Elaine: Went to @EntreFirst’s #codefirst: girls meet up. Got me inspired to fire up codeacademy.com finally... w/ a glass of white wine
EmmaWalker: Never seen so many women at a tech/business event. At the @EntreFirst Code First:Girls event
Magdalena Krön: "Having a basic grasp of code is incredible empowering" thanks for the inspiration from the female role models @entrefirst #codefirst
Caitlin McDonald: Exciting presentations by Decoded, Boticca, Unruly, & Wonga at Entrepreneur First. One theme: being code conversant helps in many areas.
CityPartnershipsTeam: Inspirational panel at @EntreFirst #CodeFirst launch tonight to get young women into tech #entrepreneurship. Pleased to be supporting it!
I don’t have a technical background.
My friends at university weren’t technical.
Two years ago I would have screeched at Python and bought a day return for Ruby on Rails.
But, that doesn’t mean that I can’t be technical.

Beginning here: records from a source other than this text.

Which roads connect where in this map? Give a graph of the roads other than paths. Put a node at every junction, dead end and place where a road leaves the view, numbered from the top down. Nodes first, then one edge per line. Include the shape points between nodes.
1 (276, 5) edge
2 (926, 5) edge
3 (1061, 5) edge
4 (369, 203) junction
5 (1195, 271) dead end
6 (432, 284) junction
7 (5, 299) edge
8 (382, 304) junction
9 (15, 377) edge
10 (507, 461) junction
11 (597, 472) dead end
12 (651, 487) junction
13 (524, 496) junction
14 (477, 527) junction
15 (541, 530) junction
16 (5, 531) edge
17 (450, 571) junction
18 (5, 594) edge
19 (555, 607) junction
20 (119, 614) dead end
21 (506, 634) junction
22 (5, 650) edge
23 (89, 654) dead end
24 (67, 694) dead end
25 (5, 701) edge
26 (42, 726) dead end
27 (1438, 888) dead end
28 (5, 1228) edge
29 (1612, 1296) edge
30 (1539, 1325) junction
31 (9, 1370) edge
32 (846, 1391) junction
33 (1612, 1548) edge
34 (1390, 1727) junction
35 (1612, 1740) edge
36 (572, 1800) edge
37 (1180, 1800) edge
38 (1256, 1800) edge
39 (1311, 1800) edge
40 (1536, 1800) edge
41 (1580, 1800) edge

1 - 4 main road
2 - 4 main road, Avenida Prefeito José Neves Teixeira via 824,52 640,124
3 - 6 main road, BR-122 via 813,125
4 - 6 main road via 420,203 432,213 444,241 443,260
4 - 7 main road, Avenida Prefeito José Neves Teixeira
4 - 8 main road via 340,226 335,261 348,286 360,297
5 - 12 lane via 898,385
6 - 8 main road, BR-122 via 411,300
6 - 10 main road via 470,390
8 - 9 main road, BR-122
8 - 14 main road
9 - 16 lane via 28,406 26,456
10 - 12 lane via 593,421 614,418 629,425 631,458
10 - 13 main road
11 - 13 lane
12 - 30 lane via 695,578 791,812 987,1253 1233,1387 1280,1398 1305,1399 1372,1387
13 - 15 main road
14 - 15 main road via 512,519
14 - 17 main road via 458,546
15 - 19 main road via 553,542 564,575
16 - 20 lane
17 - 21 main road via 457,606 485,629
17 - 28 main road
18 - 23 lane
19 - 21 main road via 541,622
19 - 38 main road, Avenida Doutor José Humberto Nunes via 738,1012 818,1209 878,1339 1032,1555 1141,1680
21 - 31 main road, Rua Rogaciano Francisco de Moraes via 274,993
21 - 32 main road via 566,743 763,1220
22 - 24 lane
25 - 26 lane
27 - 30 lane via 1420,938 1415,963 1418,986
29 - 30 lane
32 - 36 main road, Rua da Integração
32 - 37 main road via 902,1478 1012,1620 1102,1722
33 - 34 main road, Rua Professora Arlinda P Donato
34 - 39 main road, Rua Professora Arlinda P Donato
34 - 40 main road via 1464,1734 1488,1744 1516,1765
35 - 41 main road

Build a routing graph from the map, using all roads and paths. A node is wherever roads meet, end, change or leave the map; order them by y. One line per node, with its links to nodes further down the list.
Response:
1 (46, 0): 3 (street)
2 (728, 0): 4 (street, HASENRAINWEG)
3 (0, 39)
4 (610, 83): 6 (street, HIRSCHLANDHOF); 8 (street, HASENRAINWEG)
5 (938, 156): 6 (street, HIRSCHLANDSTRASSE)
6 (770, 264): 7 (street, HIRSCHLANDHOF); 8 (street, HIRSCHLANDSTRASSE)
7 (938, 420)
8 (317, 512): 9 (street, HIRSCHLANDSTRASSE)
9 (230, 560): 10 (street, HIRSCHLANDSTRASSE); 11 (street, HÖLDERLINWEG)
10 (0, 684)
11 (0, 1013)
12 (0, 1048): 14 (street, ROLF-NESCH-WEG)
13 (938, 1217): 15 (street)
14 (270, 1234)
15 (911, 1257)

For many young women, a lack of basic programming expertise or knowledge can be a major barrier to joining the world of tech entrepreneurship. EF has seen this first hand with only 25% of applicants and 10% of the final cohort being female. Women make up only 19% of those on computer science degree courses and although there are fantastic initiatives to teach young girls to code, it will be some years before they bring gender parity to the workplace.
Many young women do not feel a natural affinity to technology. They appreciate its applications and uses, but lack the understanding of how it works. This lack of knowledge can act as a major barrier to entering tech entrepreneurship as they cannot speak the language of their technical peers and can feel out of their depth.
Last summer Tim, EF Cohort 2012, gave me and Emily, EF Cohort 2012, a crash course in coding. After four hours a day, for four weeks, doing a bit of hacking in Python, Django and SQL suddenly didn’t seem so alien. It was a challenge, but it was stretching, interesting and satisfying.
Emily hit the nail on the head when she said "learning the basics of coding not only taught me a skill so highly valued (and increasingly so) in the tech world, but it also allowed me to appreciate and understand this world far better: To get a handle on the language spoken there opened a window of understanding and opportunity. It was also incredibly fun! I got a real kick and sense of satisfaction from the problem solving elements."
EF has an opportunity to address this gender imbalance by equipping high potential female graduates with a basic knowledge of different coding languages, an understanding of the logic behind programming and the ability to build basic websites/apps.
You may never have seen yourself as a coder and you may never be the back-end developer for your startup, but the world is going digital and being part of this revolution, rather than a passive bystander, is vital.